** AVAILABLE DATA **
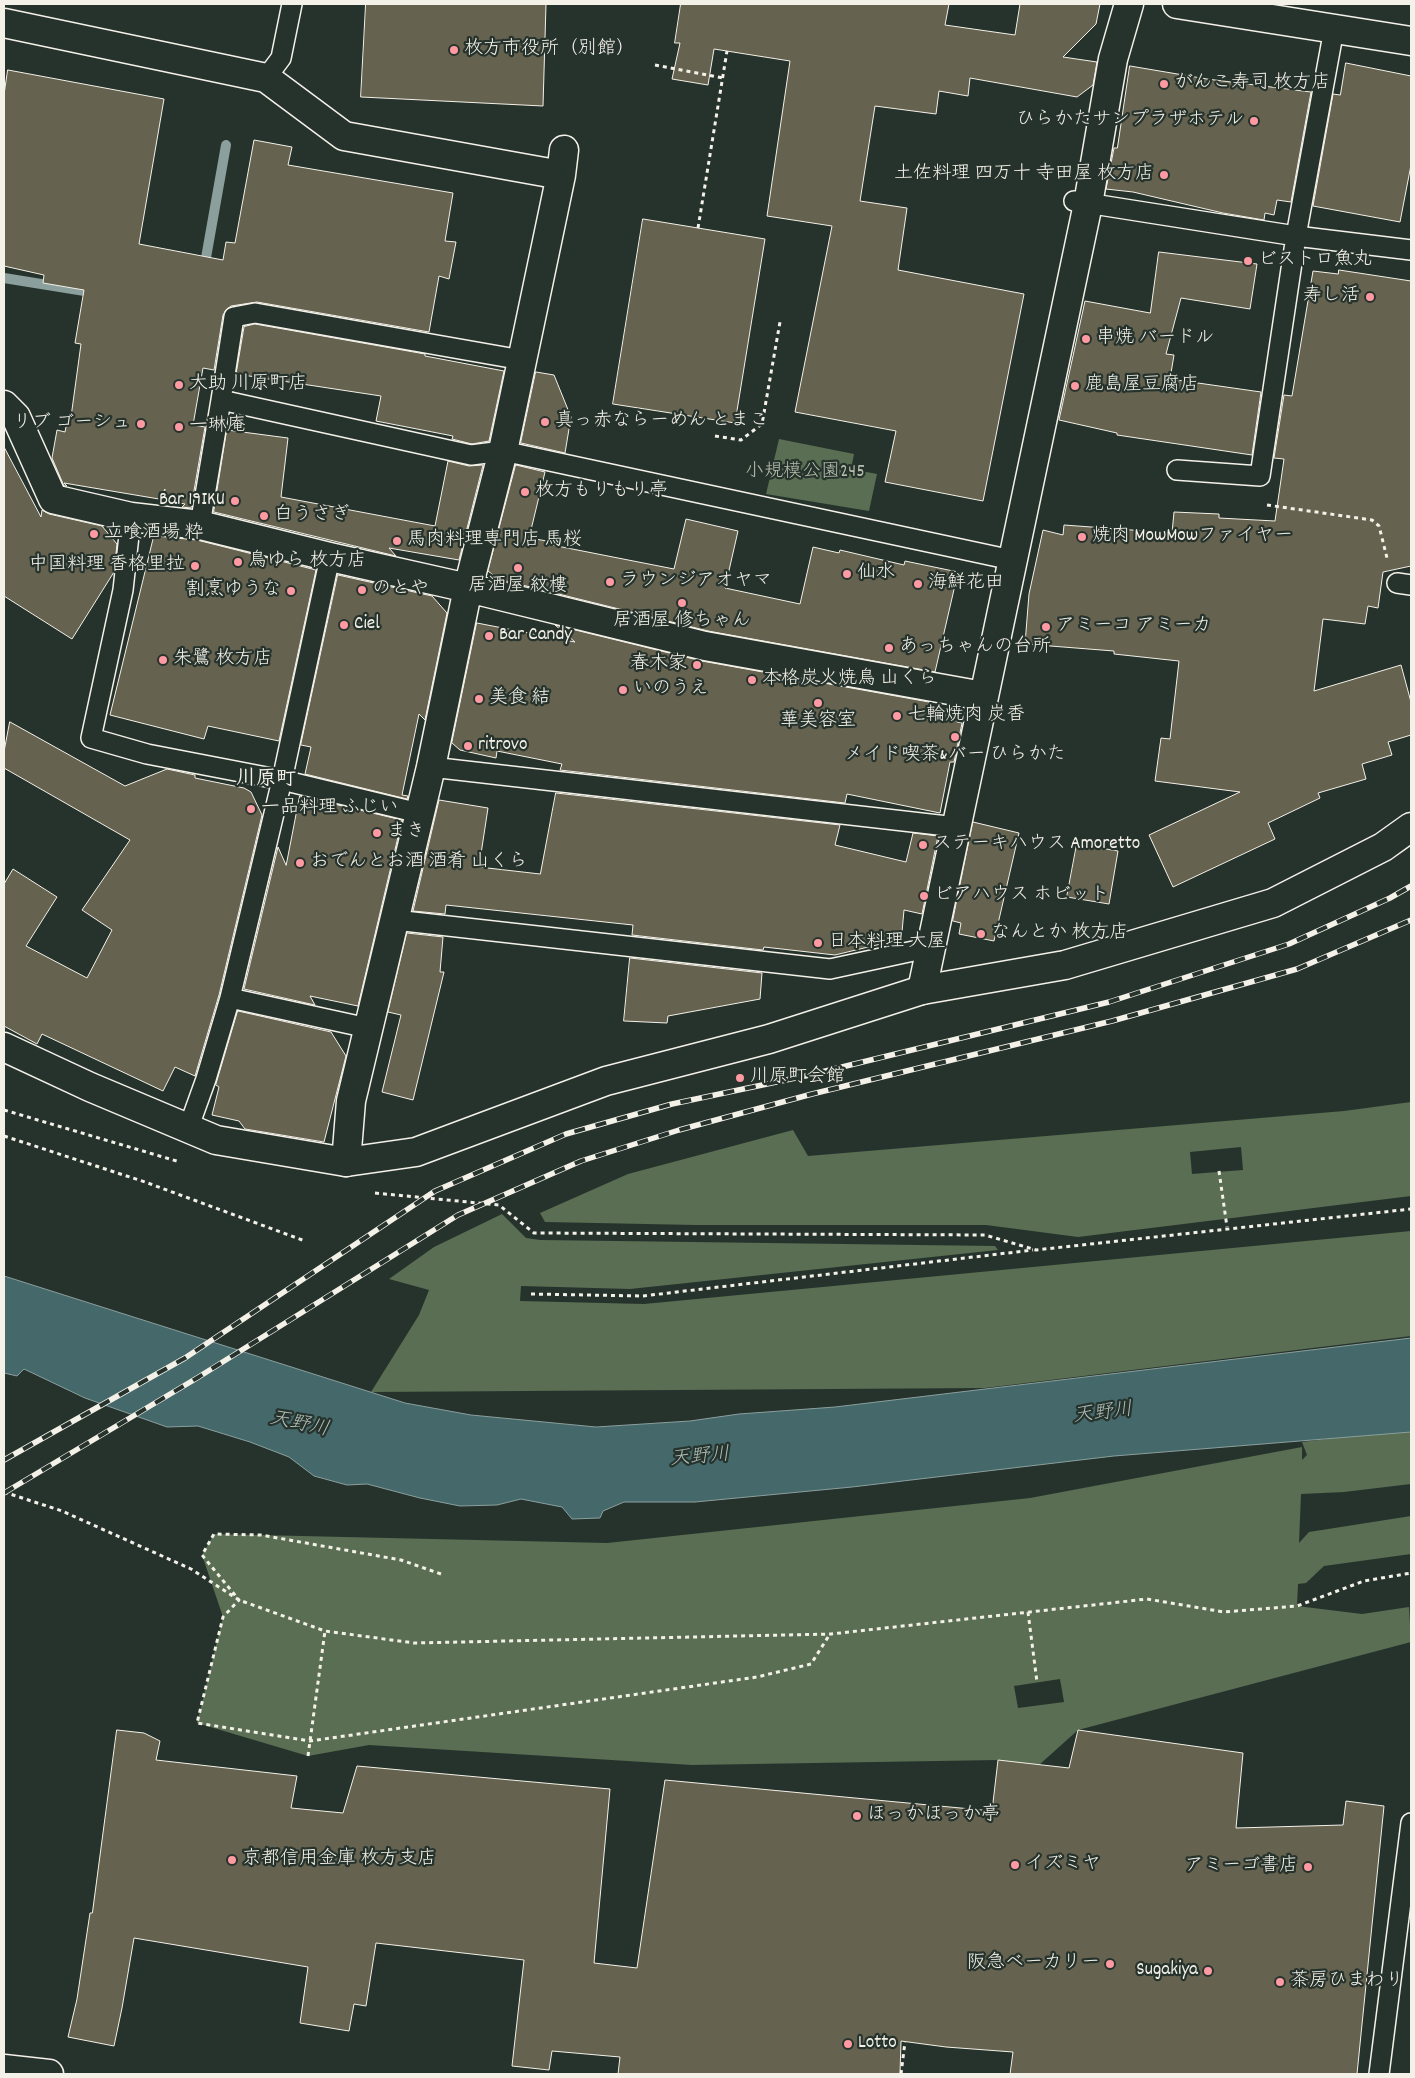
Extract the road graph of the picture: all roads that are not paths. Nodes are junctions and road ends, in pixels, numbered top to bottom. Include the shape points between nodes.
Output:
1 (292, 4) edge
2 (1129, 4) edge
3 (1177, 4) edge
4 (4, 23) edge
5 (1334, 29) junction
6 (1411, 41) edge
7 (266, 78) junction
8 (1081, 203) junction
9 (1296, 236) junction
10 (1411, 250) edge
11 (522, 360) junction
12 (221, 400) junction
13 (4, 405) edge
14 (503, 451) junction
15 (1177, 470) dead end
16 (131, 517) junction
17 (200, 525) junction
18 (330, 557) junction
19 (1012, 560) junction
20 (468, 588) junction
21 (983, 696) junction
22 (431, 767) junction
23 (282, 780) junction
24 (419, 813) junction
25 (1411, 827) edge
26 (956, 828) junction
27 (395, 920) junction
28 (932, 947) junction
29 (922, 990) junction
30 (230, 998) junction
31 (368, 1028) junction
32 (4, 1047) edge
33 (188, 1129) junction
34 (346, 1162) junction
35 (1411, 1823) edge
36 (4, 2069) edge
37 (48, 2074) edge
38 (1379, 2074) edge

1 - 7 lane via 281,58
2 - 8 street via 1113,58
3 - 5 street
4 - 7 street
5 - 6 street
5 - 9 lane
7 - 11 street via 344,136 563,162
8 - 9 lane
8 - 19 street
9 - 10 lane
9 - 15 lane via 1260,476
11 - 12 lane via 255,313 234,317
11 - 14 street
12 - 14 lane via 471,455
12 - 17 lane
13 - 16 street via 16,417 53,500
14 - 19 lane
14 - 20 street
16 - 17 street
16 - 23 lane via 123,590 91,738 147,754
17 - 18 street
18 - 20 street
18 - 23 lane
19 - 21 street
20 - 21 street via 705,646
20 - 22 street
21 - 26 street
22 - 24 street
22 - 26 lane
23 - 24 lane
23 - 30 lane
24 - 27 street
25 - 29 street via 1383,847 1273,903 1065,965
26 - 28 street
27 - 28 lane via 830,969
27 - 31 street
28 - 29 street
29 - 34 street via 770,1038 606,1081 416,1152
30 - 31 lane
30 - 33 lane
31 - 34 street via 351,1101
32 - 33 street
33 - 34 street via 216,1140
35 - 38 lane
36 - 37 street

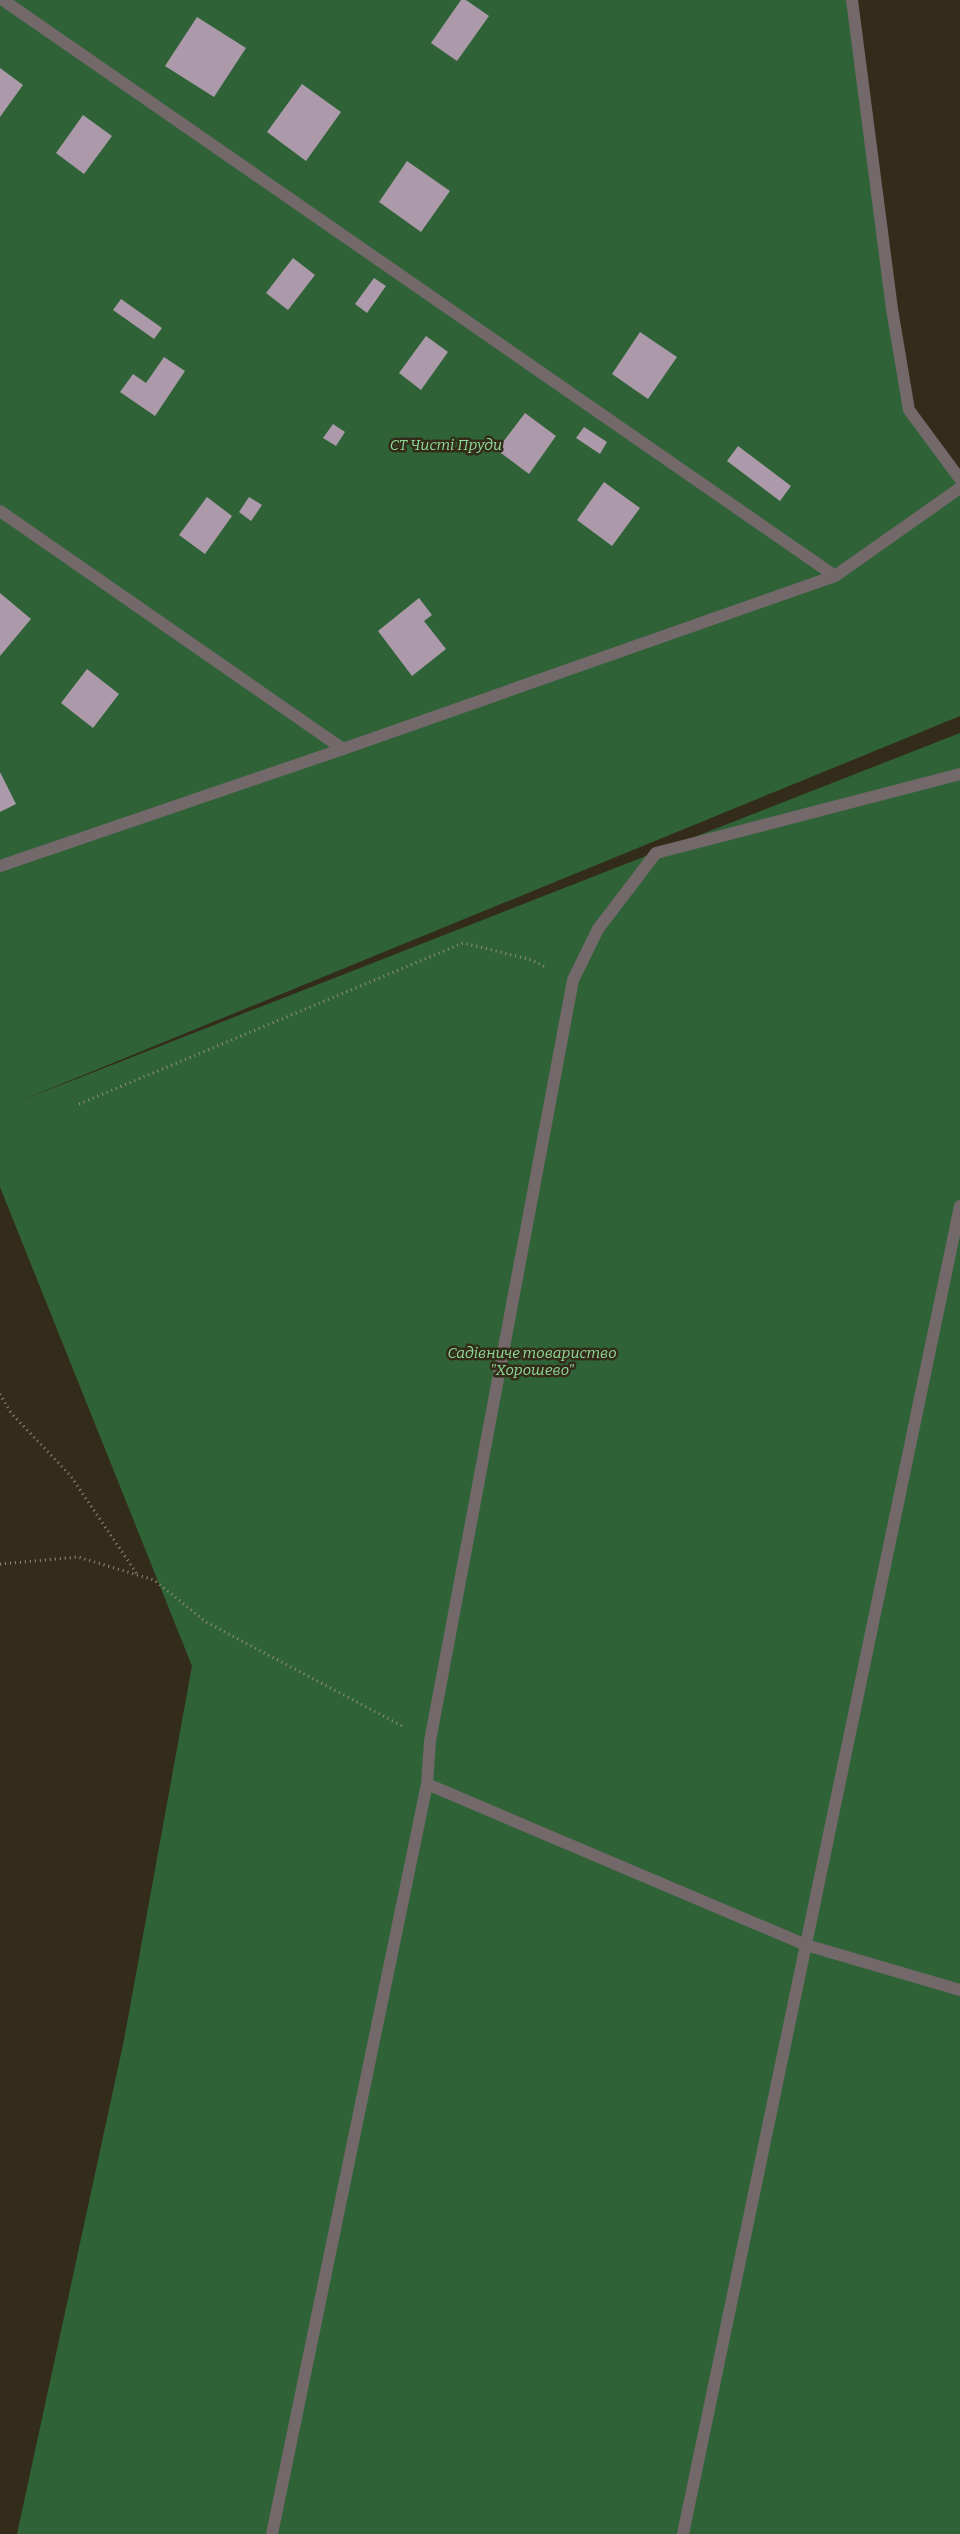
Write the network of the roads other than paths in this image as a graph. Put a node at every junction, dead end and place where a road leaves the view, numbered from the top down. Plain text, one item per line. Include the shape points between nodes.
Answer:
1 (3, 0) edge
2 (852, 0) edge
3 (960, 479) edge
4 (960, 488) edge
5 (0, 511) edge
6 (835, 576) junction
7 (343, 749) junction
8 (960, 774) edge
9 (0, 866) edge
10 (960, 1206) edge
11 (427, 1784) junction
12 (806, 1945) junction
13 (960, 1990) edge
14 (272, 2534) edge
15 (683, 2534) edge

1 - 6 street
2 - 3 street via 908,410
4 - 6 street
5 - 7 street
6 - 7 street
7 - 9 street
8 - 11 street via 656,853 598,929 573,980 430,1741
10 - 12 street
11 - 12 street
11 - 14 street
12 - 13 street
12 - 15 street

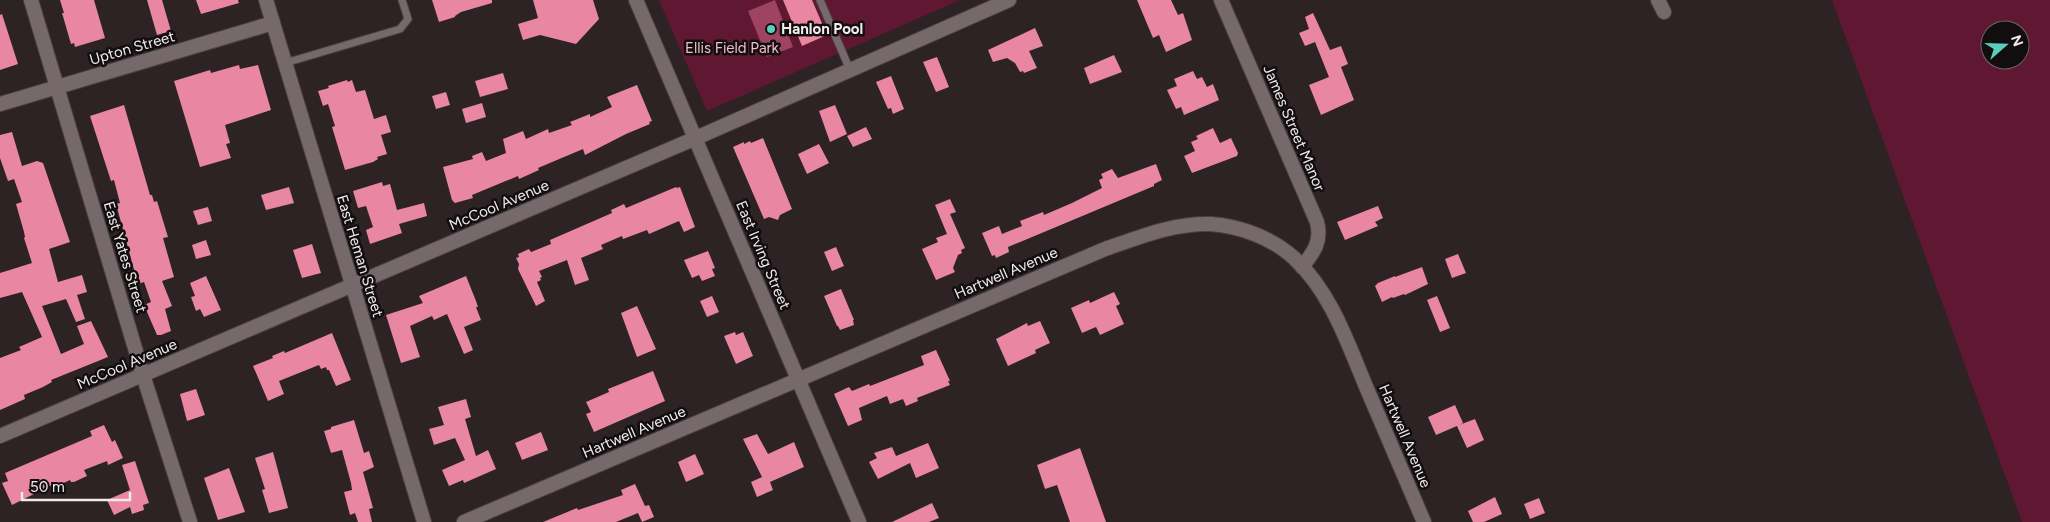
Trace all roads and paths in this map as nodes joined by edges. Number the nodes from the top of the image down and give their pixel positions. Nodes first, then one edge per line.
1 (31, 0) edge
2 (266, 0) edge
3 (402, 0) edge
4 (636, 0) edge
5 (820, 0) edge
6 (1009, 0) edge
7 (1221, 0) edge
8 (273, 23) junction
9 (285, 63) junction
10 (850, 70) junction
11 (57, 87) junction
12 (0, 104) edge
13 (696, 138) junction
14 (1302, 267) junction
15 (352, 286) junction
16 (144, 374) junction
17 (798, 379) junction
18 (0, 436) edge
19 (190, 522) edge
20 (424, 522) edge
21 (464, 522) edge
22 (859, 522) edge
23 (1424, 522) edge

1 - 11 street, East Yates Street
2 - 8 street, East Heman Street
3 - 9 lane
4 - 13 street, East Irving Street
5 - 10 lane
6 - 10 street, McCool Avenue
7 - 14 street, James Street Manor
8 - 9 street, East Heman Street
8 - 11 street, Upton Street
9 - 15 street, East Heman Street
10 - 13 street, McCool Avenue
11 - 12 street, Upton Street
11 - 16 street, East Yates Street
13 - 15 street, McCool Avenue
13 - 17 street, East Irving Street
14 - 17 street, Hartwell Avenue
14 - 23 street, Hartwell Avenue
15 - 16 street, McCool Avenue
15 - 20 street, East Heman Street
16 - 18 street, McCool Avenue
16 - 19 street, East Yates Street
17 - 21 street, Hartwell Avenue
17 - 22 street, East Irving Street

** WHAT YOU HAVE TO DO **
All lines from the line containing "Trace all roads" through the end of the listing above are to be duplicated exactly; include both ends and nothing further.

** TASK RESPONSE **
Trace all roads and paths in this map as nodes joined by edges. Number the nodes from the top of the image down and give their pixel positions. Nodes first, then one edge per line.
1 (31, 0) edge
2 (266, 0) edge
3 (402, 0) edge
4 (636, 0) edge
5 (820, 0) edge
6 (1009, 0) edge
7 (1221, 0) edge
8 (273, 23) junction
9 (285, 63) junction
10 (850, 70) junction
11 (57, 87) junction
12 (0, 104) edge
13 (696, 138) junction
14 (1302, 267) junction
15 (352, 286) junction
16 (144, 374) junction
17 (798, 379) junction
18 (0, 436) edge
19 (190, 522) edge
20 (424, 522) edge
21 (464, 522) edge
22 (859, 522) edge
23 (1424, 522) edge

1 - 11 street, East Yates Street
2 - 8 street, East Heman Street
3 - 9 lane
4 - 13 street, East Irving Street
5 - 10 lane
6 - 10 street, McCool Avenue
7 - 14 street, James Street Manor
8 - 9 street, East Heman Street
8 - 11 street, Upton Street
9 - 15 street, East Heman Street
10 - 13 street, McCool Avenue
11 - 12 street, Upton Street
11 - 16 street, East Yates Street
13 - 15 street, McCool Avenue
13 - 17 street, East Irving Street
14 - 17 street, Hartwell Avenue
14 - 23 street, Hartwell Avenue
15 - 16 street, McCool Avenue
15 - 20 street, East Heman Street
16 - 18 street, McCool Avenue
16 - 19 street, East Yates Street
17 - 21 street, Hartwell Avenue
17 - 22 street, East Irving Street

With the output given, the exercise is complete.